Do you take a fixed rate or a variable rate mortgage? That is the dilemma faced by millions of British homeowners in 2011 as higher than expected inflation figures look set to result in interest rate rises. Pressure is growing on the Bank of England to raise the base rate from its record low of 0.5 per cent, with many lenders having already withdrawn their best fixed rate deals.
Fixed rates on the rise
The Daily Mail reports that ‘thirty-five lenders have increased their fixed rates in the past two weeks, adding up to £3,600 over the term of a typical five-year deal for a £150,000 loan’. The newspaper also reports that ‘at the end of December, nine banks or building societies were offering five-year fixed rates below 4 pc. Today, only two offer them…’
However, not all experts expect the Bank of England to start raising rates immediately. Professor Peter Spencer, from the Ernst & Young ITEM club, which bases its forecasts on the economic model used by the Treasury, says: “The base rate must go up, but not until it’s clear the economy can support the austerity measures. There will be no rise in base rate this year, even on our most optimistic forecasts.”

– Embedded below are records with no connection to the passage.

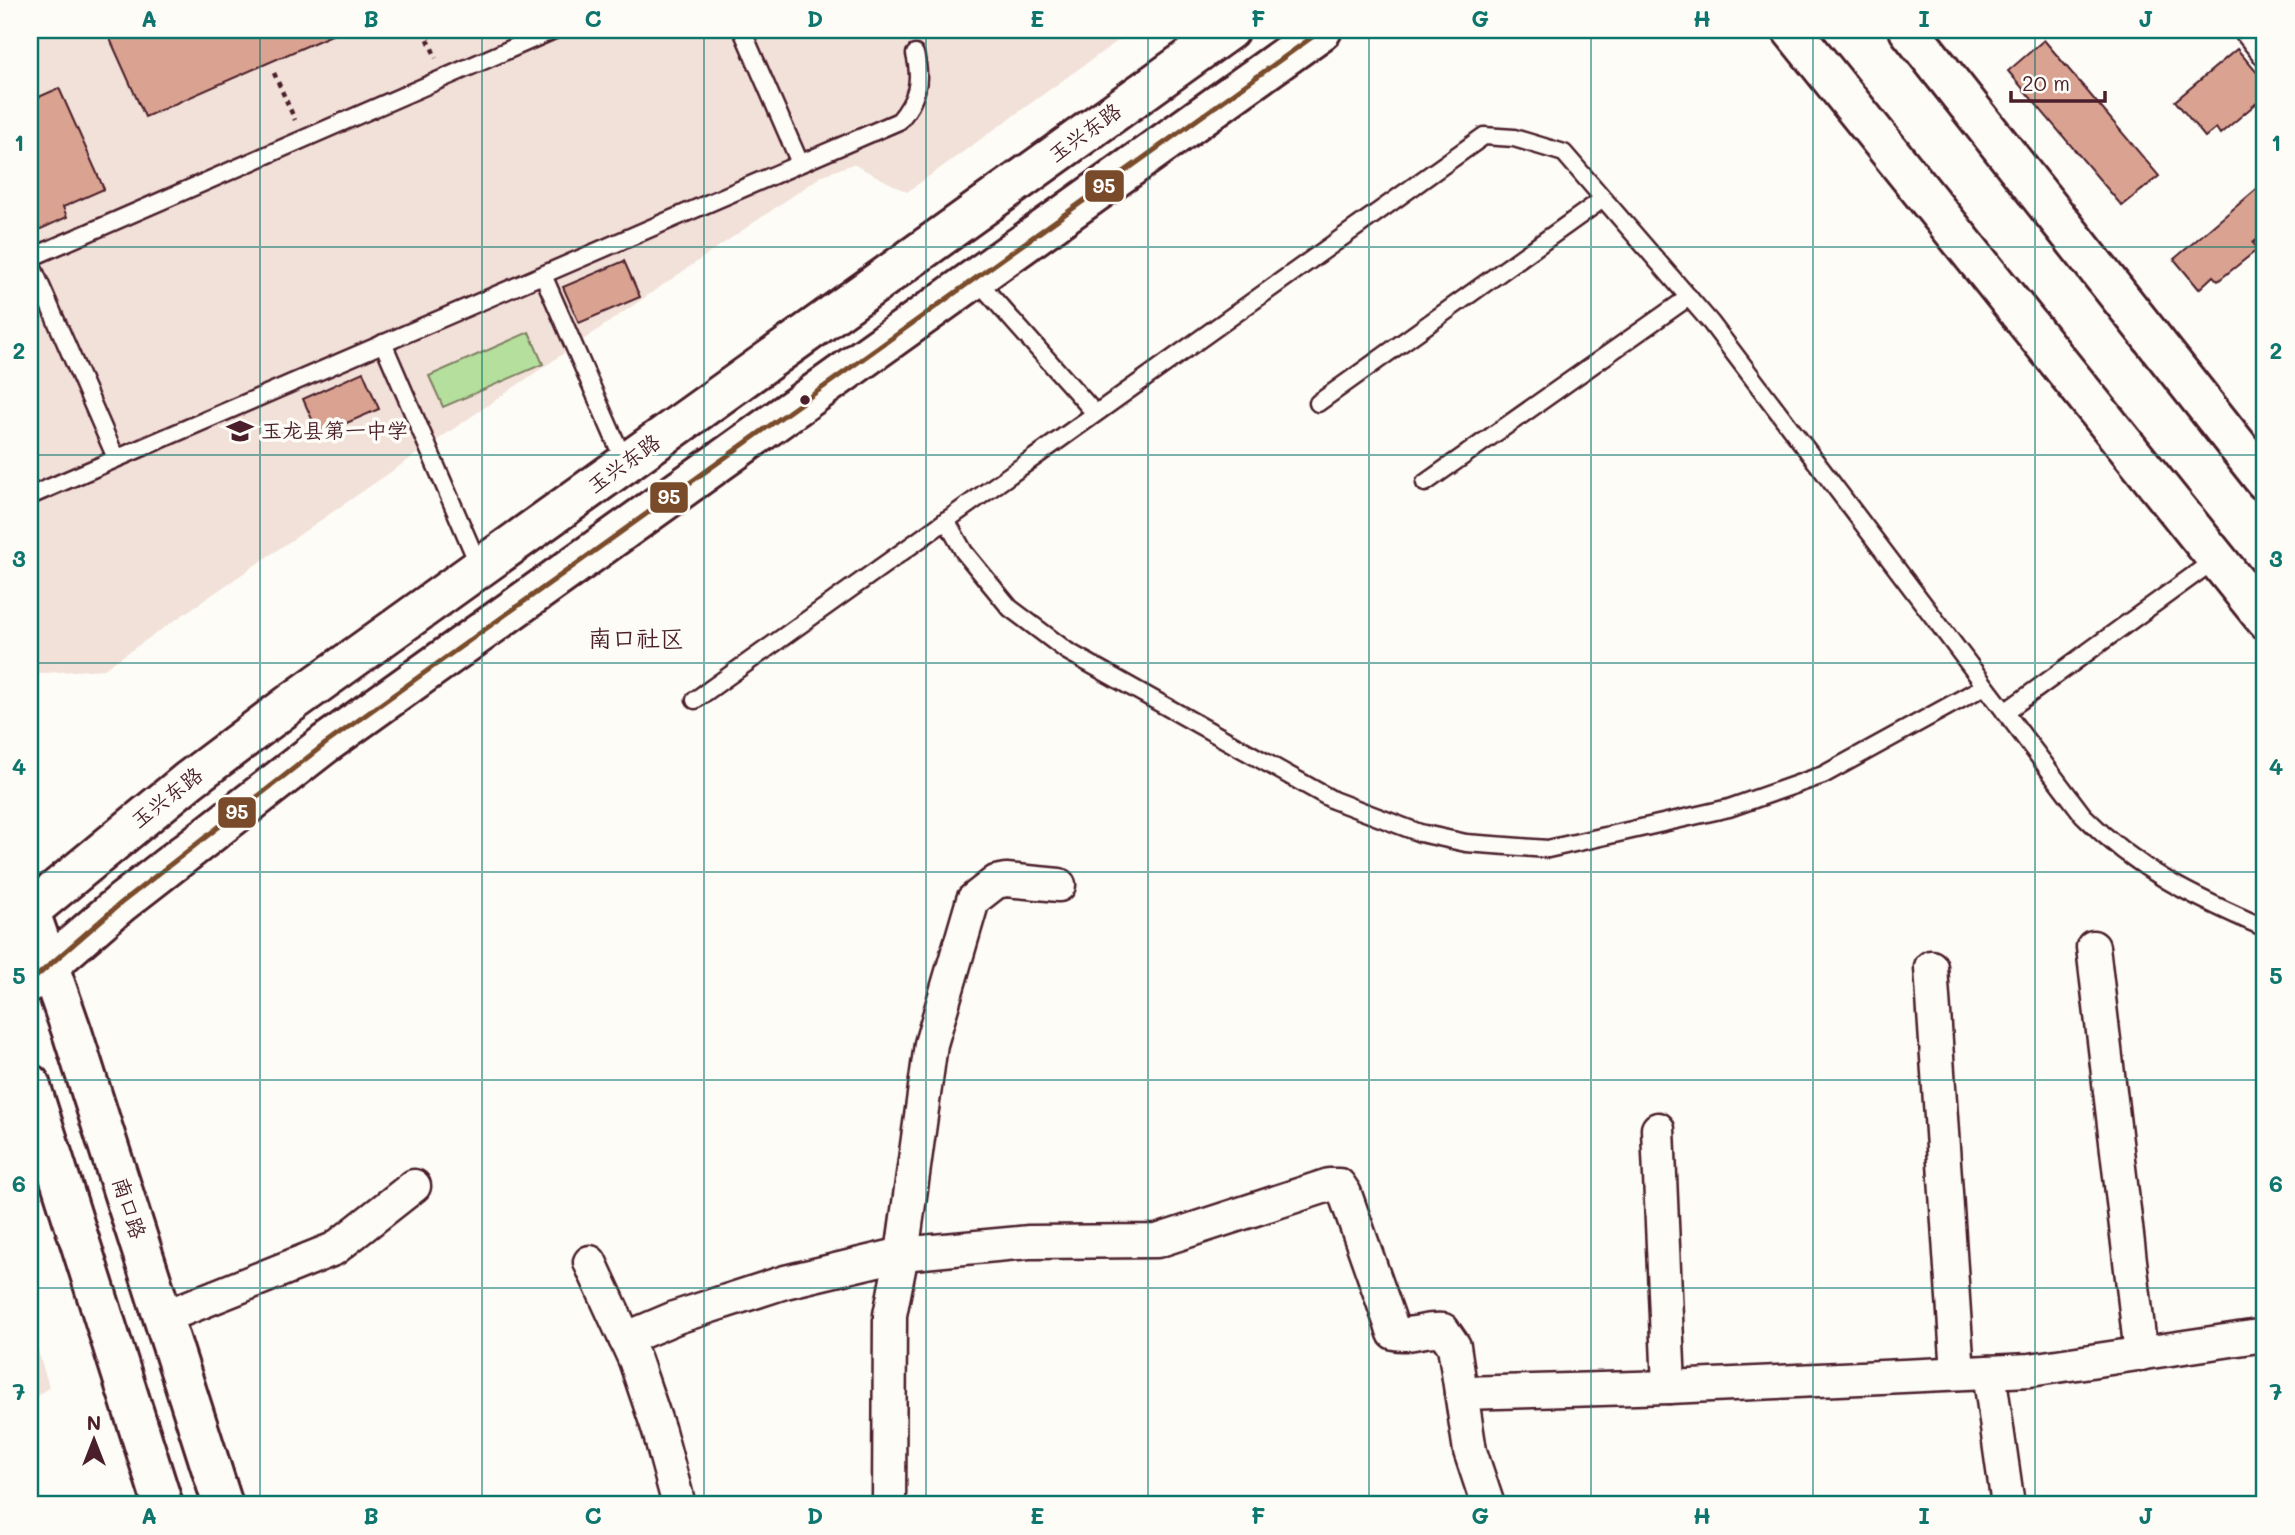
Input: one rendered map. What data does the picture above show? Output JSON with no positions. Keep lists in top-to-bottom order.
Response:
{
  "streets": {
    "main road": ["玉兴东路", "南口路"]
  },
  "crossings": [
    ["玉兴东路", "南口路"]
  ],
  "districts": ["南口社区"],
  "places": {
    "school or university": ["玉龙县第一中学"]
  },
  "lines": ["transit line 95"],
  "scale_bar": "20 m",
  "north": "top",
  "grid": {
    "columns": [
      "A",
      "B",
      "C",
      "D",
      "E",
      "F",
      "G",
      "H",
      "I",
      "J"
    ],
    "rows": [
      "1",
      "2",
      "3",
      "4",
      "5",
      "6",
      "7"
    ]
  }
}
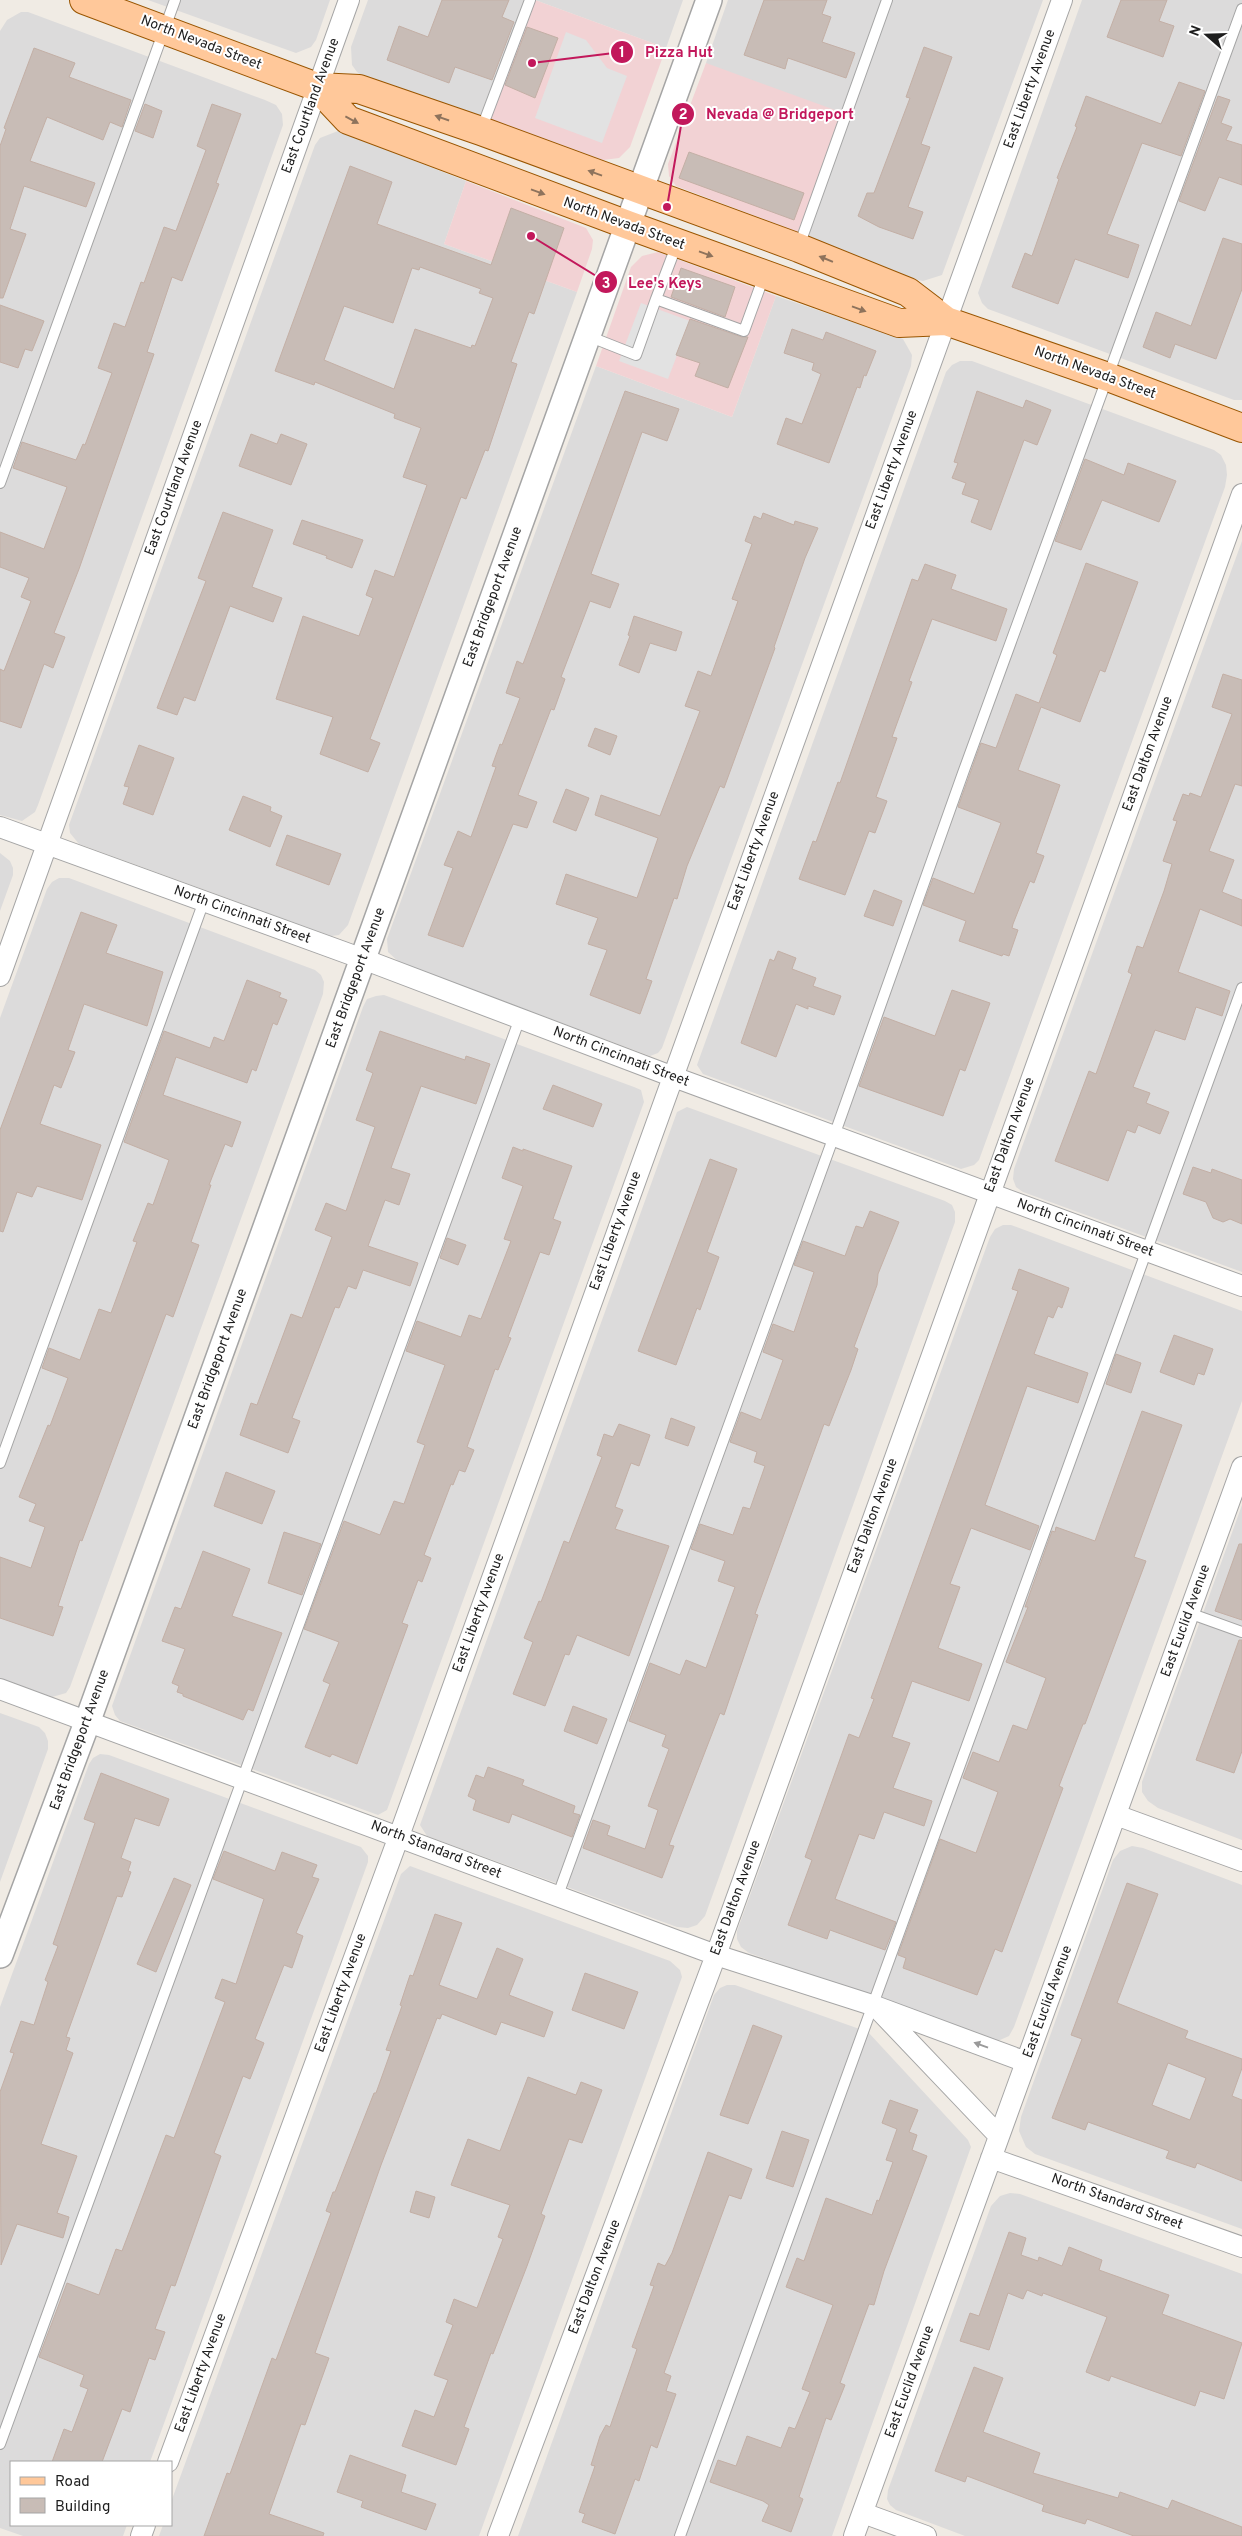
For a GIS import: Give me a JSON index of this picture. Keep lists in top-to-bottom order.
{
  "streets": {
    "main road": ["North Nevada Street"],
    "street": [
      "East Liberty Avenue",
      "East Courtland Avenue",
      "East Bridgeport Avenue",
      "East Dalton Avenue",
      "North Cincinnati Street",
      "East Euclid Avenue",
      "North Standard Street"
    ]
  },
  "crossings": [
    ["North Nevada Street", "East Liberty Avenue"],
    ["North Nevada Street", "East Courtland Avenue"],
    ["North Nevada Street", "East Bridgeport Avenue"],
    ["East Liberty Avenue", "North Cincinnati Street"],
    ["East Liberty Avenue", "North Standard Street"],
    ["East Courtland Avenue", "North Cincinnati Street"],
    ["East Bridgeport Avenue", "North Cincinnati Street"],
    ["East Bridgeport Avenue", "North Standard Street"],
    ["East Dalton Avenue", "North Cincinnati Street"],
    ["East Dalton Avenue", "North Standard Street"],
    ["East Euclid Avenue", "North Standard Street"]
  ],
  "places": ["Pizza Hut", "Nevada @ Bridgeport", "Lee's Keys"],
  "legend": ["Road", "Building"],
  "north": "left"
}
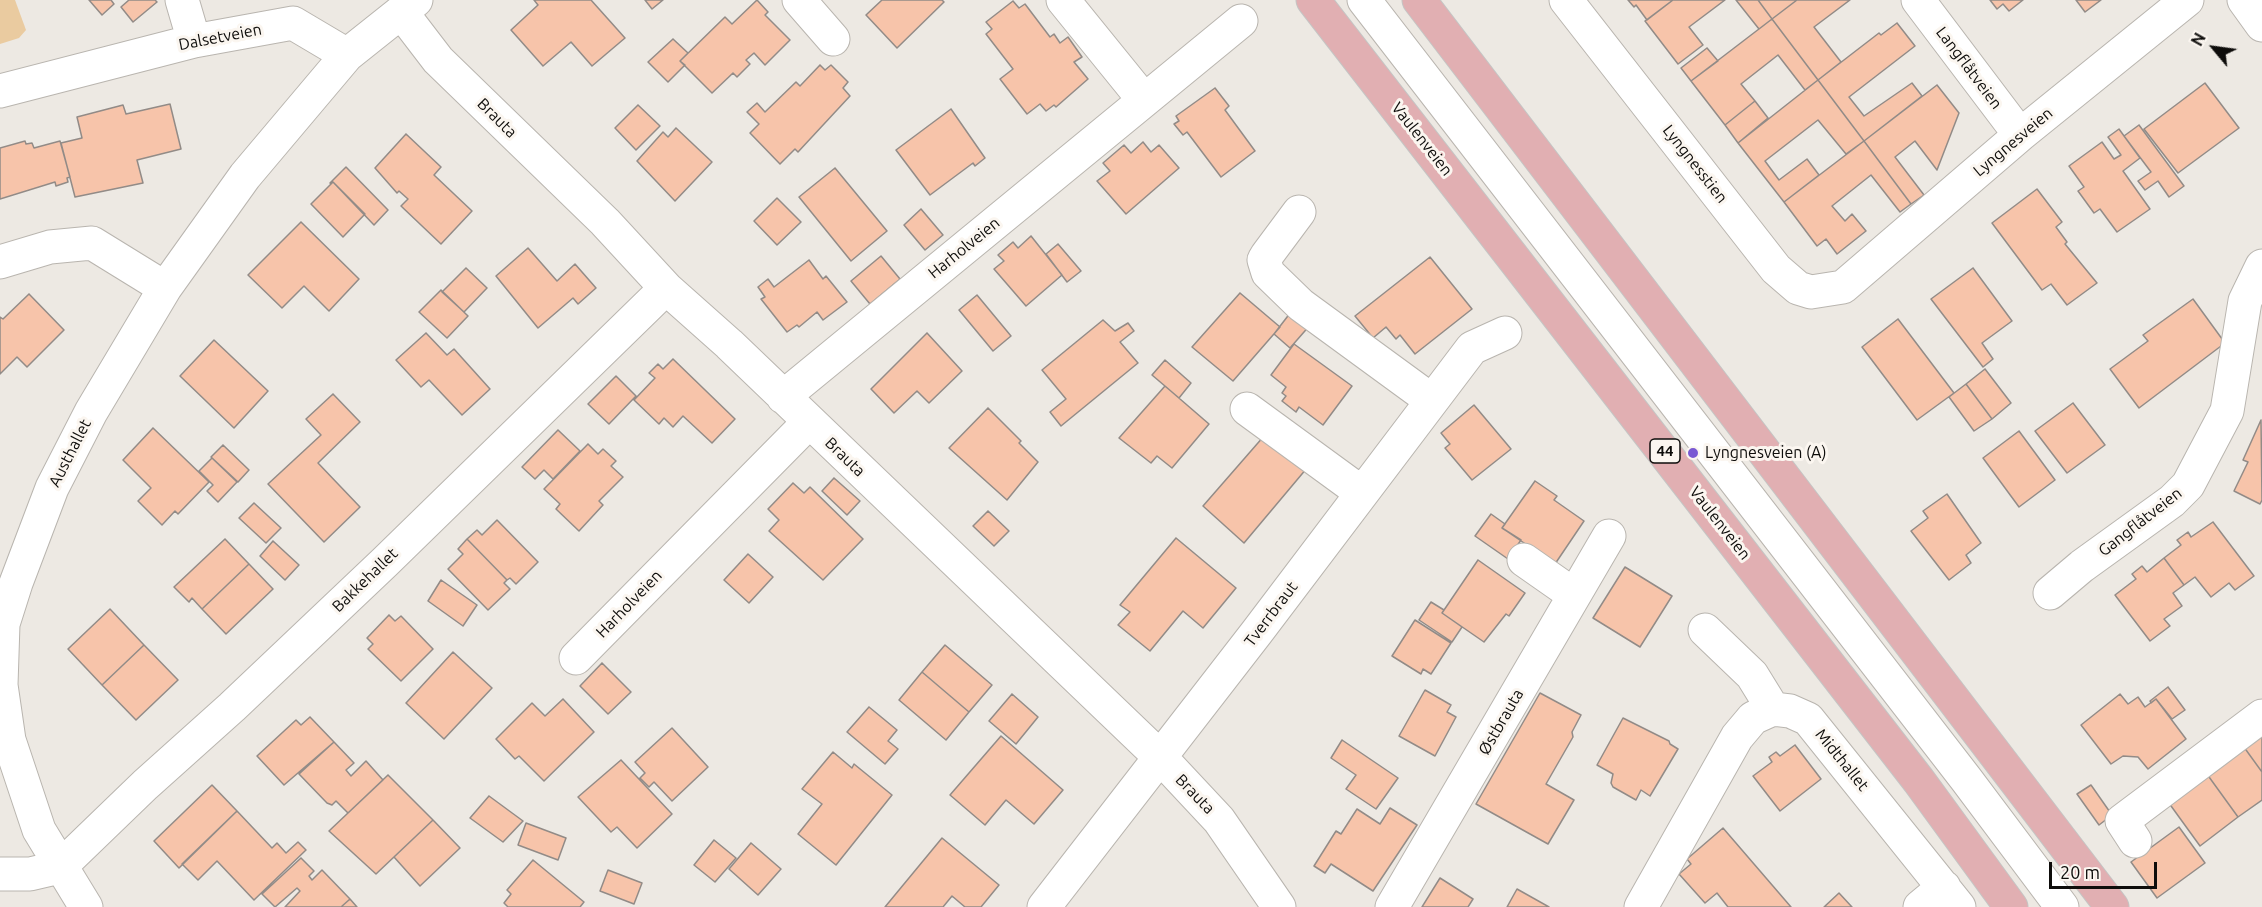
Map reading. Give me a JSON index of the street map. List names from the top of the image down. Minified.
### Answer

Trackers may still be good in the short term
Whilst a fixed rate may be the obvious choice if you expect interest rates to rise, there may well still be value in a discounted or tracker mortgage. For example, most trackers are cheaper than fixed rates. HSBC currently has a lifetime tracker at 2.49 percentage points above base rate, giving a current rate of 2.99 per cent (if you have a 20 per cent deposit). Initial repayments would be £711 on a £150,000 loan.
Many economists argue the UK economy is very weak and that inflation is being imported, mainly through increased commodity prices. Recent growth figures showed the economy actually shrunk by 0.5 pc at the end of last year, making a rate rise even less likely.